Paternity Leave is Trending

Since I normally blog about my work as an educator, I didn’t expect to have much to write about while out on paternity leave. But it turns out that paternity leave itself is the topic du jour! About two weeks after my wife and I welcomed our firstborn into the world, Mark Zuckerberg and Priscilla Chan made news with the birth of their daughter (and their plans to give away billions of dollars to charity).

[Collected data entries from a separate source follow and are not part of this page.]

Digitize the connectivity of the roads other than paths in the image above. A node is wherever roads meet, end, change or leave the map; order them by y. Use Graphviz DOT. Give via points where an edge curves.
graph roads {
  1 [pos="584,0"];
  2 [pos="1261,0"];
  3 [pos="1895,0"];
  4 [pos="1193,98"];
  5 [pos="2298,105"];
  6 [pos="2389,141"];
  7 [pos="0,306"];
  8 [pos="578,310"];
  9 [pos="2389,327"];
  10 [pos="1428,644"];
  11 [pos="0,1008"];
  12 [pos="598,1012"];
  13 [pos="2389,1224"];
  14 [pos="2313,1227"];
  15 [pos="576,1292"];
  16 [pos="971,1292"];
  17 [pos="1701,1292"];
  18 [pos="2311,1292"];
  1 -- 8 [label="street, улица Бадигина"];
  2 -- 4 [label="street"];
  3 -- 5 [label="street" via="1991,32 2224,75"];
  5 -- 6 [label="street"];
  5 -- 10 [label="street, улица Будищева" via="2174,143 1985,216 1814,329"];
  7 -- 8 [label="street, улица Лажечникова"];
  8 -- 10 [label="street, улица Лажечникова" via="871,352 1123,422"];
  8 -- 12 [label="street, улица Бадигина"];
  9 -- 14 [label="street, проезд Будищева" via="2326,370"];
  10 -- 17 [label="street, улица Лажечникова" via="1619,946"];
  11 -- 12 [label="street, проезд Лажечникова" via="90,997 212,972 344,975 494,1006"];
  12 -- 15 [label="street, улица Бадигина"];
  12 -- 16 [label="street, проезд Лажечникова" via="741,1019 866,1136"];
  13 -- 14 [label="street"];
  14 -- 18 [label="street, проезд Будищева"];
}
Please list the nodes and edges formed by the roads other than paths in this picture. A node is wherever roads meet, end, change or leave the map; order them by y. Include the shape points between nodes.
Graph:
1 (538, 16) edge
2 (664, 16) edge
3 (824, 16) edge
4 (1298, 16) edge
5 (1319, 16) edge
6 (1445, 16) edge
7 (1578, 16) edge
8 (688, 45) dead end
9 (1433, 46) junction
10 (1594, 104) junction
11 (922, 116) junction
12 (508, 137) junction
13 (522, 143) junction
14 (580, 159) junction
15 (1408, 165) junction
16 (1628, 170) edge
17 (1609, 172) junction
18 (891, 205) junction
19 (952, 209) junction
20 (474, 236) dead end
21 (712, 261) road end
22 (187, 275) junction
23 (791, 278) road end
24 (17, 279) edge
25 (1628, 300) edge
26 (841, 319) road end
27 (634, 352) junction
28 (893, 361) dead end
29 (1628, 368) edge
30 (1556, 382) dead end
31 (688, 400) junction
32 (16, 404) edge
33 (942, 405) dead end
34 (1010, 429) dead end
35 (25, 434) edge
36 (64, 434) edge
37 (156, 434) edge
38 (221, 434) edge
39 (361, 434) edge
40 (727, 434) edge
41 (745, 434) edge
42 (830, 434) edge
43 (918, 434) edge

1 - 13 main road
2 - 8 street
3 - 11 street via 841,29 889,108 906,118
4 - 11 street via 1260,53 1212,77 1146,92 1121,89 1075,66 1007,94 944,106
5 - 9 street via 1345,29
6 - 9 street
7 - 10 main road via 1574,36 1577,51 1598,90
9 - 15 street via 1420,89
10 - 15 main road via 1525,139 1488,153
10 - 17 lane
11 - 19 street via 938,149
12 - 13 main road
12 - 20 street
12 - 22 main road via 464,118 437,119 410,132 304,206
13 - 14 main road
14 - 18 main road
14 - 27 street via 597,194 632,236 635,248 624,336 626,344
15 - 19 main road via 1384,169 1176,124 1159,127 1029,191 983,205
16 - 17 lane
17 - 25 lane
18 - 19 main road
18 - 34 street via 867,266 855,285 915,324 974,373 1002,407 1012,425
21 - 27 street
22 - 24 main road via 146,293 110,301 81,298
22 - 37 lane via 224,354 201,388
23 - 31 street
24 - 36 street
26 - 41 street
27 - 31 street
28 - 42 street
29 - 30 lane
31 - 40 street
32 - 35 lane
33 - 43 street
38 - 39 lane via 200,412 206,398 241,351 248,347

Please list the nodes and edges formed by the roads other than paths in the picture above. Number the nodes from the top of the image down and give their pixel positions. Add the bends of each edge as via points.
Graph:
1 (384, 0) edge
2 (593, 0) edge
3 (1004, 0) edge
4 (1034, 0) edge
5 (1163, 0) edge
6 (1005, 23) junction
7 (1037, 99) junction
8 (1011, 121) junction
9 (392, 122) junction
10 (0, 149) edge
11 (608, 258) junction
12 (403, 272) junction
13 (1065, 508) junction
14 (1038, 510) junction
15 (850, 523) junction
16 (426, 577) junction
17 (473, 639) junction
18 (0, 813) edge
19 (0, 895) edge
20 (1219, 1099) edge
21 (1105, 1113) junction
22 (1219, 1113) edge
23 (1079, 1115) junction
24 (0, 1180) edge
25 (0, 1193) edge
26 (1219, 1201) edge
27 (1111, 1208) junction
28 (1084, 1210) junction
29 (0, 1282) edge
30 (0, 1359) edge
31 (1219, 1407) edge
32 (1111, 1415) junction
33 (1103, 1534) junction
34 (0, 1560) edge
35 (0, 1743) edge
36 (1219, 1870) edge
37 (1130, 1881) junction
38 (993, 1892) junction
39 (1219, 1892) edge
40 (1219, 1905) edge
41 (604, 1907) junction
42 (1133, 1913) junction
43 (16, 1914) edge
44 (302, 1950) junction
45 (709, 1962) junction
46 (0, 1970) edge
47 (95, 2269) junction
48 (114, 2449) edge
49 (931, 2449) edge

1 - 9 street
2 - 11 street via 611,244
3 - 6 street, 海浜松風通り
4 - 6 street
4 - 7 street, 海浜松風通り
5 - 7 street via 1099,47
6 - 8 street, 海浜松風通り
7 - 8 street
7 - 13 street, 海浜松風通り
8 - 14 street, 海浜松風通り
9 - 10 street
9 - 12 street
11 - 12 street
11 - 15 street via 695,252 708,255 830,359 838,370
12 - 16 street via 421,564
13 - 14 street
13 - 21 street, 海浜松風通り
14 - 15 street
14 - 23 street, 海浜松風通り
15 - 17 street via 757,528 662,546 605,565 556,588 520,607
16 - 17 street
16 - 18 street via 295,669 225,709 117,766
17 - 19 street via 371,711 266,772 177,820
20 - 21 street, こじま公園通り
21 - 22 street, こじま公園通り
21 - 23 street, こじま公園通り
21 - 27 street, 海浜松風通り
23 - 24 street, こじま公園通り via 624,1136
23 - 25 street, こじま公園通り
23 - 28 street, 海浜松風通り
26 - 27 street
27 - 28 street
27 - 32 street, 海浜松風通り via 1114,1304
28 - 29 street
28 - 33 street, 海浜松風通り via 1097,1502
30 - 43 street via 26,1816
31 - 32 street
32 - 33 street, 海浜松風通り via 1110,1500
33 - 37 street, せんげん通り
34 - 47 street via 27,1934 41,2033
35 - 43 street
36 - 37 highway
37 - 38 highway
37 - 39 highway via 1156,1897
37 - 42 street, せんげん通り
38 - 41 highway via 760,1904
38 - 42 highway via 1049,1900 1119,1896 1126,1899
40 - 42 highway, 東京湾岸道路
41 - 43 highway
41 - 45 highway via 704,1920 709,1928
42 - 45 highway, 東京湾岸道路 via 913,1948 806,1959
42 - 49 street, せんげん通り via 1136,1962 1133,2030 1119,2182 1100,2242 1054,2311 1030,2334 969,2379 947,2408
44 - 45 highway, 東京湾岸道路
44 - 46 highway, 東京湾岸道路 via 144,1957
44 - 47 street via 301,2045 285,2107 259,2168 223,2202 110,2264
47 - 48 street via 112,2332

Zuckerberg also made news by very publicly announcing that he is taking a two-month paternity leave; exactly the length of my leave. In today’s NYTimes, Claire Cain Miller examines how Zuckerberg’s leave might help reduce the stigma associated with men taking time off after the birth of a child. Despite the fact that my employer provides equal opportunities for fathers and mothers to take parental leave, it’s evident that the moms take leaves more often, and for longer stretches of time. I can understand why: though no one at work is putting any pressure on me to cut my leave short, I have internalized angst about how it might affect my career anyway.

The details of my leave fit with the data discussed in Miller’s article. She writes that, “Fathers of sons were twice as likely to take leave as fathers of daughters, though it is unclear why.” I am indeed taking paternity leave to welcome a son into the world, but I was planning a leave of this length regardless of the gender of the newborn, and my wife and I left that as a surprise for ourselves. (The first question everyone asks when they hear that you are having a baby: “Do you know what you are having?” Why this obsession with the gender of the child?) I believe that I’d be taking the same two-month leave either way, but since we had a son, I guess we’ll never know.

Miller also writes that, “[m]en who worked in jobs with a large share of female workers were also more likely to take leave.” Indeed, I am a faculty member at an independent school, and the entire field of K-12 education skews toward a female workforce. Were I an investment banker or a consultant or a lawyer, would I feel equally empowered to take a long paternity leave? The data seems to suggest that I would not. (Ironic, since I would presumably be in a more enviably financial position to take such a leave!)

The important reason to take a paternity leave of at least two weeks in length comes later in the article, when Miller writes “that fathers who took two or more weeks of leave were significantly more likely to do child-care tasks like diapering and feeding later on.” My leave has been motivated mostly out of a desire to be an equal partner in parenting with my wife, and it’s encouraging that the data supports that these roles, once set during an initial parental leave, persist long after the leaves are over. This makes plenty of sense; my wife and I are learning to handle diapering and comforting our son together. If I didn’t take the time away from work, there would quickly develop a powerful imbalance in terms of which partner in the marriage was skillful at these childcare tasks. I don’t want to be the dad who doesn’t know how to dress the baby, or what to do with the dirty diapers, or how to get the baby to stop crying.

Apparently Zuckerberg is publicly taking a long leave to set an example and thereby make it okay for Facebook employees to take all of the (generous) parental leave time that they have coming to them. While I am away from work, fretting over what my leave might be doing to my career, I might also be making it easier for more of my future-dad-colleagues to take a full paternity leave after their children are born. (And I am already benefiting from paternity leaves taken by some male colleagues in recent years who made it more acceptable for me.) If I reframe the issue in my mind, perhaps I can feel a sense of pride in what I am doing instead of worrying about the career consequences.